Plus significatif encore, comme l’historien Antoine Prost l’a bien souligné dans son article « Commémorer sans travestir. La guerre de 1914-1918 comme grand événement » (Le Débat, 2013/4, n° 176, pp.137-144), l’idée d’une guerre civile européenne de trente ans, de 1914 à 1945, conduirait en quelque sorte, et de manière inacceptable, à exonérer Adolf Hitler de ses responsabilités dans le déclenchement de la Seconde Guerre mondiale. Sans parler, bien évidemment, de la dimension antifasciste de la Résistance qui, du même coup, se trouve ainsi occultée.

Autre écueil et autre simplification, le petit film montrant le défilé d’Oyonnax du 11 novembre 1943 est présenté aujourd’hui avec un fond musical tiré d’un festival de musiques militaires à Saumur (sans indication de date). C’est ainsi une vision très militaire de la Résistance qui est suggérée. Or, nous touchons là une question qui mérite débat. Prenant le contre-pied du dernier livre d’Olivier Wieviorka sur la Résistance (Histoire de la Résistance. 1940-1945, Paris, Perrin, 1945), qui ne porte que sur les organisations de la Résistance stricto sensu, l’historien François Marcot propose, dans un article récent (« Comment écrire l’histoire de la Résistance ? », Le Débat, 2013/5, n° 177, pp. 173-185), « une conception globale de la Résistance formée de deux cercles concentriques, aux limites floues : une Résistance-organisation, qui ne comprend de toute évidence qu’une toute petite minorité, et une Résistance-mouvement sociale qui l’en­globe. Constituée d’une population beaucoup plus large, elle inclut tous ceux qui ont mené des actions individuelles dont la répétition constitue un fait social, et tous ceux dont les actes de soli­darité ont été essentiels à la Résistance orga­nisée. La Résistance-mouvement social n’est nullement en marge de la Résistance-organisa­tion : elle conditionne son existence. » Ainsi, dans le cas d’Oyonnax, et dans ces quelques images du défilé, la présence apparente de la population locale incarne en quelque sorte, et potentiellement, une forme de cette Résistance-mouvement sociale qu’il n’y a pas lieu de négliger.
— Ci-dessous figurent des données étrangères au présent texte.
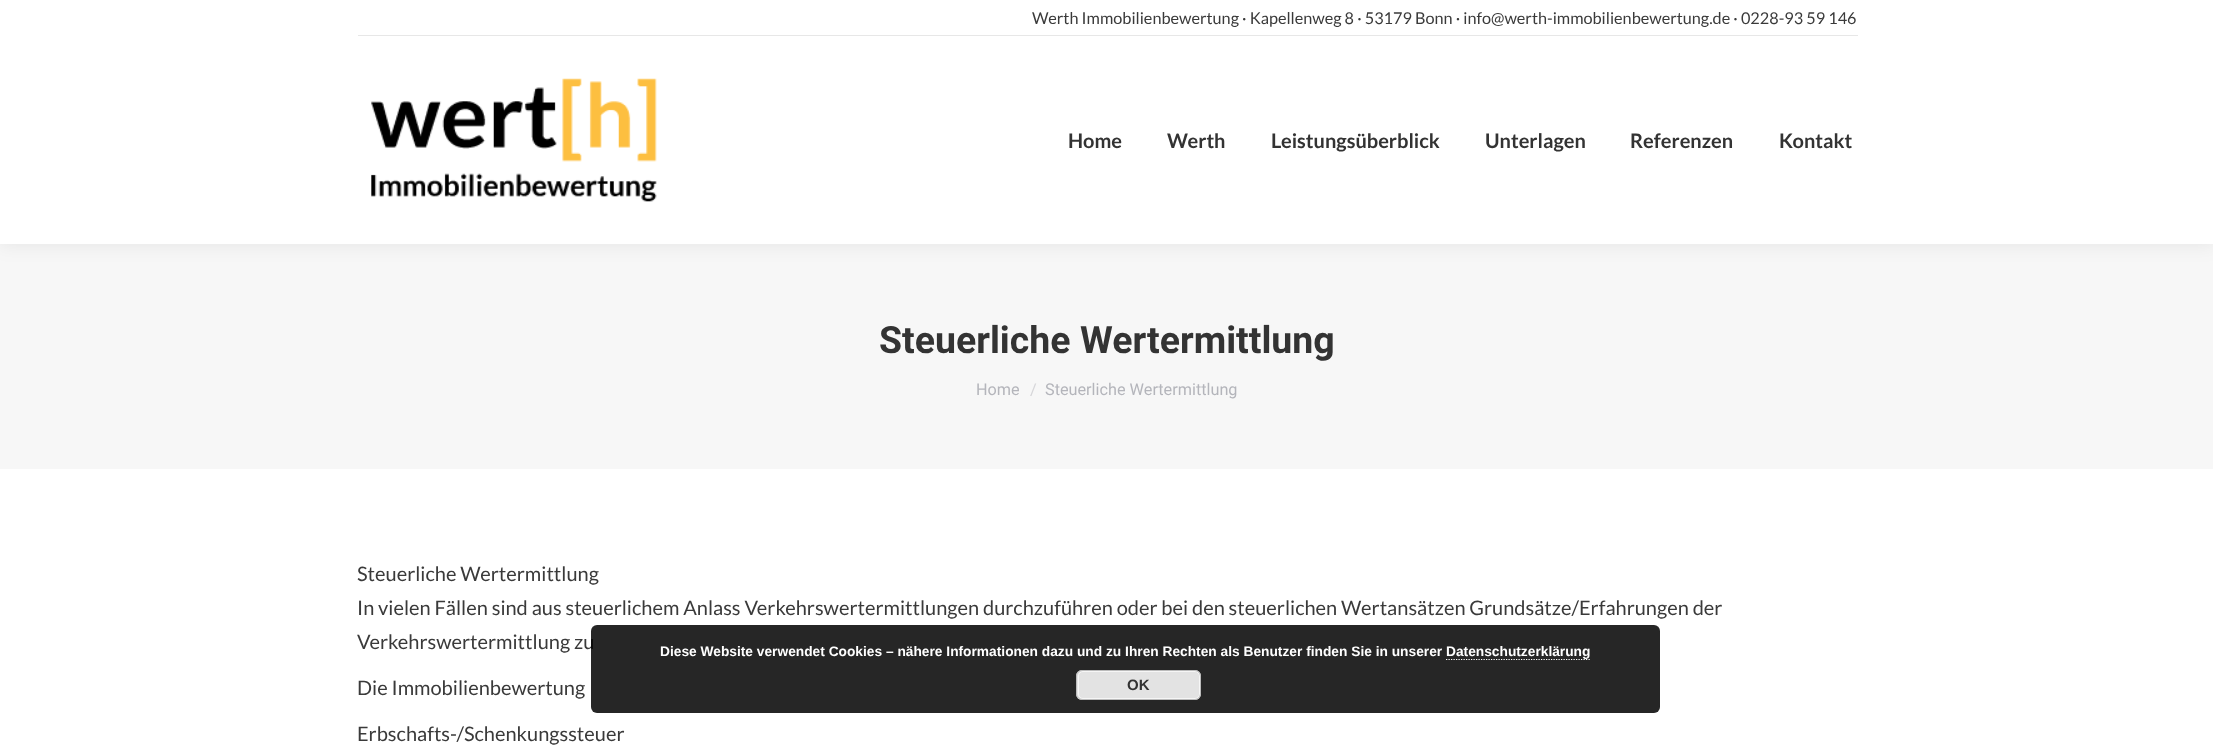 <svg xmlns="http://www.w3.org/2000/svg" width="2213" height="750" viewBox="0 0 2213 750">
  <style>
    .t1 { font: 16.25px Lato; fill: #3a3a3a; }
    .t2 { font: bold 20px Lato; fill: #333; }
    .t3 { font: bold 37.5px Roboto; fill: #333; }
    .t4 { font: 16.25px Roboto; fill: #b4b5bb; }
    .t5 { font: 16.25px Roboto; fill: #d6d6d9; }
    .t6 { font: 20px Lato; fill: #3a3a3a; }
    .t7 { font: bold 13.75px Liberation Sans; fill: #fff; }
    .t8 { font: bold 15px Liberation Sans; fill: #333; }
  </style>
  <rect width="100%" height="100%" fill="#fff"/>
  <rect x="0" y="244" width="2213" height="225" fill="#f7f7f7"/>
  <rect x="-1" y="-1" width="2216" height="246" fill="#00000012" filter="blur(9.5px)"/>
  <rect x="0" y="0" width="2213" height="244" fill="#fff"/>
  <text x="1032" y="24" class="t1">Werth Immobilienbewertung · Kapellenweg 8 · 53179 Bonn · info@werth-immobilienbewertung.de · 0228-93 59 146</text>
  <rect x="358" y="35" width="1500" height="1" fill="#e7e7e7"/>
  <image x="371" y="78" width="286" height="124" href="images/1.png"/>
  <text x="1068" y="148" class="t2">Home</text>
  <text x="1167" y="148" class="t2">Werth</text>
  <text x="1271" y="148" class="t2">Leistungsüberblick</text>
  <text x="1485" y="148" class="t2">Unterlagen</text>
  <text x="1630" y="148" class="t2">Referenzen</text>
  <text x="1779" y="148" class="t2">Kontakt</text>
  <text x="879" y="353" class="t3">Steuerliche Wertermittlung</text>
  <text x="976" y="395" class="t4">Home</text>
  <text x="1030" y="395" class="t5">/</text>
  <text x="1045" y="395" class="t4">Steuerliche Wertermittlung</text>
  <text x="357" y="581" class="t6">Steuerliche Wertermittlung</text>
  <text x="357" y="615" class="t6">In vielen Fällen sind aus steuerlichem Anlass Verkehrswertermittlungen durchzuführen oder bei den steuerlichen Wertansätzen Grundsätze/Erfahrungen der</text>
  <text x="357" y="649" class="t6">Verkehrswertermittlung zu</text>
  <text x="357" y="695" class="t6">Die Immobilienbewertung</text>
  <text x="357" y="741" class="t6">Erbschafts-/Schenkungssteuer</text>
  <rect x="591" y="625" width="1069" height="88" rx="6" fill="#000000d9"/>
  <text x="660" y="656" class="t7">Diese Website verwendet Cookies – nähere Informationen dazu und zu Ihren Rechten als Benutzer finden Sie in unserer</text>
  <path d="M1446 659.5H1591" fill="none" stroke="#fff" stroke-width="1.2" stroke-dasharray="1.25 1.25"/>
  <text x="1446" y="656" class="t7">Datenschutzerklärung</text>
  <rect x="1076" y="670" width="125" height="30" rx="6" fill="#e3e3e3"/>
  <rect x="1078.5" y="671.5" width="121" height="27" rx="4.5" fill="none" stroke="#f6f6f6"/>
  <rect x="1076.5" y="670.5" width="124" height="29" rx="5.5" fill="none" stroke="#bbb"/>
  <text x="1127" y="690" class="t8">OK</text>
</svg>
Dès lors, commémorer une ou des guerres, est-ce renoncer pour autant à la complexité du passé ? Faut-il donc fatalement que tout discours commémoratif qui émanerait du monde politique passe par ces mises à plat, ces simplifications et ces raccourcis ? Certes, dans le cas des deux guerres mondiales, François Hollande et ses conseillers pourront toujours dire que cette vision d’une guerre de trente ans est présente dans l’historiographie récente. Mais le plus important est ici de savoir à quoi sert une telle réification de notre regard sur le passé. Et sans doute s’agit-il dans ce cas de donner raison à l’État et à l’armée, ou en tout cas de ne pas suggérer une critique, pourtant nécessaire, de leur rôle dans la société.
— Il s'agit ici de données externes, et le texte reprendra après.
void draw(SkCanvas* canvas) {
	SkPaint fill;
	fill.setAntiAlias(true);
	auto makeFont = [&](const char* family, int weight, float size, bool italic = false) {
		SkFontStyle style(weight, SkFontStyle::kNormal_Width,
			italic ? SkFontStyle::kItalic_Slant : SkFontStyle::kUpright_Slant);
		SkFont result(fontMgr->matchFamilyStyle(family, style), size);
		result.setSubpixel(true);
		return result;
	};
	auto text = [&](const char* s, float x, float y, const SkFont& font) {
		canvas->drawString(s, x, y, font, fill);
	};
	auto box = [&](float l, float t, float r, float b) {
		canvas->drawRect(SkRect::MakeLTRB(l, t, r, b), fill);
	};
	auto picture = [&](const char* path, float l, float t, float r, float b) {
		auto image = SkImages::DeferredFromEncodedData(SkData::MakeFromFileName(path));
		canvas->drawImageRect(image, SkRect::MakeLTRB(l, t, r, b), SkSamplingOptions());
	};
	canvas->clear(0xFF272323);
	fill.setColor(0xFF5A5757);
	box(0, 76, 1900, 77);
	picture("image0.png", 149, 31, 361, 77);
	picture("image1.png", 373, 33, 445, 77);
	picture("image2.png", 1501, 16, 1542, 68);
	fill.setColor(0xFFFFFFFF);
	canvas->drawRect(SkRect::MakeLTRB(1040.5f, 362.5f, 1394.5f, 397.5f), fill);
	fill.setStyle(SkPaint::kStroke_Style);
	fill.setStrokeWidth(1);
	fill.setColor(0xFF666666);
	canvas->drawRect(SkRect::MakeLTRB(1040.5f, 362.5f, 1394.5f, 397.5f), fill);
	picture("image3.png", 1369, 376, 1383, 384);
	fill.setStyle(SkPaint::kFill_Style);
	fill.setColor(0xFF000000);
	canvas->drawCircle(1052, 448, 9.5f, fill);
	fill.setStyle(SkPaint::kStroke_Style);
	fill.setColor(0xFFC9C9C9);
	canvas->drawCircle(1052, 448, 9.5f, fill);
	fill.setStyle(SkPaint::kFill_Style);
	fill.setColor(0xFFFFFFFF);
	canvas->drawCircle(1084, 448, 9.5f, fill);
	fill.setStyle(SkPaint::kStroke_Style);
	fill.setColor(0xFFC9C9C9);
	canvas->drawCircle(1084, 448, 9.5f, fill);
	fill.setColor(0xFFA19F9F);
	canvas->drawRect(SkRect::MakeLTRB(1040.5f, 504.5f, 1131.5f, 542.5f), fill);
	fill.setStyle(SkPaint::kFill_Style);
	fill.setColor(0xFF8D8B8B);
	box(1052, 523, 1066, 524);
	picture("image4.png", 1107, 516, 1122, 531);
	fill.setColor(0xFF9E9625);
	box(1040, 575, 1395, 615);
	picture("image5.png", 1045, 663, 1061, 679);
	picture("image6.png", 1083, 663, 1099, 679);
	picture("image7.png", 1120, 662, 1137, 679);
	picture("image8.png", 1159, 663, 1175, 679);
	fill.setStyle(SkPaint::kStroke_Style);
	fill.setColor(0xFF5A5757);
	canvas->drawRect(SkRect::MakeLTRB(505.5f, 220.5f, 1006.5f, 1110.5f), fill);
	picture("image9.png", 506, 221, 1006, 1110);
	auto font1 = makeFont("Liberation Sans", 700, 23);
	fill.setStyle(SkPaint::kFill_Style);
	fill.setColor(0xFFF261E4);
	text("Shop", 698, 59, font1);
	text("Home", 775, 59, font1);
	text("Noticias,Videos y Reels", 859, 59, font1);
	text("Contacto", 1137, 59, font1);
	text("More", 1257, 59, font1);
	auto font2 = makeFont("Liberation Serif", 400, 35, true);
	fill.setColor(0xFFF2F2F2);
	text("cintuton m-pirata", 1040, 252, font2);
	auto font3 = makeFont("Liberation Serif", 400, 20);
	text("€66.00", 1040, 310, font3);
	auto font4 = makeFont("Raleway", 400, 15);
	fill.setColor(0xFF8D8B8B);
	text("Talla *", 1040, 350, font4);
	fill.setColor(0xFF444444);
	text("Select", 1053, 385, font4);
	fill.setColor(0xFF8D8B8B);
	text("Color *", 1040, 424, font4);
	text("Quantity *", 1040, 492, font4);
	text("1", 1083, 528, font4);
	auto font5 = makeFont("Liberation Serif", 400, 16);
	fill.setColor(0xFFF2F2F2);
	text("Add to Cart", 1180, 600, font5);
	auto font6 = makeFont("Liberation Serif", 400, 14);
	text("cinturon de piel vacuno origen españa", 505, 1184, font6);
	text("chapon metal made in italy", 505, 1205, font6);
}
La mise sur le même plan des deux guerres mondiales pose pourtant un problème de fond pour ces passeurs d’histoire que sont les enseignants. Elle crée en effet beaucoup de confusion sur les grandes articulations de l’histoire du XXe siècle. Comme le concept de totalitarisme lorsqu’il est pris dans son sens absolu, elle constitue un nuage de fumée qui empêche toute analyse raisonnée sur les drames de masse de cette période.